## HOW TO COMPLETE THIS TASK
Nothing but the data below, returned exactly, should appear in the answer.

## SOURCE MATERIAL
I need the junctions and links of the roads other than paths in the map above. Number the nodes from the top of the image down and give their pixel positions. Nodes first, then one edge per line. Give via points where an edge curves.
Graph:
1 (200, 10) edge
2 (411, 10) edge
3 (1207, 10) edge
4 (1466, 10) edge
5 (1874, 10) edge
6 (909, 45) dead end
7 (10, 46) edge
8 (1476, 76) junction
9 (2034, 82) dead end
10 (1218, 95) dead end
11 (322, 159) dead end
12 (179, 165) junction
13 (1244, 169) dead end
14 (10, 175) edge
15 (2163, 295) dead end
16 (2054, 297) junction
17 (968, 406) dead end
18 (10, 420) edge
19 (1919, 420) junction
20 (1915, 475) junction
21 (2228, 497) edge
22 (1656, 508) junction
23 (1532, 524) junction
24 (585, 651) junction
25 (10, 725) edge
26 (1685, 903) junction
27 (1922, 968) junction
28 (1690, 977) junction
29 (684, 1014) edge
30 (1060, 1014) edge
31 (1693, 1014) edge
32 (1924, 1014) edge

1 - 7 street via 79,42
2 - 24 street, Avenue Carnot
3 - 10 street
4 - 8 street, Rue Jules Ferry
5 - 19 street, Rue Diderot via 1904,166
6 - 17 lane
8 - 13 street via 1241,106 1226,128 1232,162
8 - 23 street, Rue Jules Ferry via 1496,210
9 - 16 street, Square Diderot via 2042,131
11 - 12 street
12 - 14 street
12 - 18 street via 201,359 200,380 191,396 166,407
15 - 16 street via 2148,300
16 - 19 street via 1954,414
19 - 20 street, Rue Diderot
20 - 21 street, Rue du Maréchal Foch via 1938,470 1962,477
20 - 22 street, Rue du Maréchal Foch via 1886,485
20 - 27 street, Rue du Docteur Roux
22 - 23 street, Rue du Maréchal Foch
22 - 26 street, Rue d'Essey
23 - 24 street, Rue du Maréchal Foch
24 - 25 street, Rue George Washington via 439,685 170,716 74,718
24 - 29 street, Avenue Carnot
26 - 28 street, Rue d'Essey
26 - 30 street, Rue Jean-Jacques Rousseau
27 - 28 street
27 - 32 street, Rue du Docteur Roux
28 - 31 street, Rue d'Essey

## YOUR RESPONSE
I need the junctions and links of the roads other than paths in the map above. Number the nodes from the top of the image down and give their pixel positions. Nodes first, then one edge per line. Give via points where an edge curves.
Graph:
1 (200, 10) edge
2 (411, 10) edge
3 (1207, 10) edge
4 (1466, 10) edge
5 (1874, 10) edge
6 (909, 45) dead end
7 (10, 46) edge
8 (1476, 76) junction
9 (2034, 82) dead end
10 (1218, 95) dead end
11 (322, 159) dead end
12 (179, 165) junction
13 (1244, 169) dead end
14 (10, 175) edge
15 (2163, 295) dead end
16 (2054, 297) junction
17 (968, 406) dead end
18 (10, 420) edge
19 (1919, 420) junction
20 (1915, 475) junction
21 (2228, 497) edge
22 (1656, 508) junction
23 (1532, 524) junction
24 (585, 651) junction
25 (10, 725) edge
26 (1685, 903) junction
27 (1922, 968) junction
28 (1690, 977) junction
29 (684, 1014) edge
30 (1060, 1014) edge
31 (1693, 1014) edge
32 (1924, 1014) edge

1 - 7 street via 79,42
2 - 24 street, Avenue Carnot
3 - 10 street
4 - 8 street, Rue Jules Ferry
5 - 19 street, Rue Diderot via 1904,166
6 - 17 lane
8 - 13 street via 1241,106 1226,128 1232,162
8 - 23 street, Rue Jules Ferry via 1496,210
9 - 16 street, Square Diderot via 2042,131
11 - 12 street
12 - 14 street
12 - 18 street via 201,359 200,380 191,396 166,407
15 - 16 street via 2148,300
16 - 19 street via 1954,414
19 - 20 street, Rue Diderot
20 - 21 street, Rue du Maréchal Foch via 1938,470 1962,477
20 - 22 street, Rue du Maréchal Foch via 1886,485
20 - 27 street, Rue du Docteur Roux
22 - 23 street, Rue du Maréchal Foch
22 - 26 street, Rue d'Essey
23 - 24 street, Rue du Maréchal Foch
24 - 25 street, Rue George Washington via 439,685 170,716 74,718
24 - 29 street, Avenue Carnot
26 - 28 street, Rue d'Essey
26 - 30 street, Rue Jean-Jacques Rousseau
27 - 28 street
27 - 32 street, Rue du Docteur Roux
28 - 31 street, Rue d'Essey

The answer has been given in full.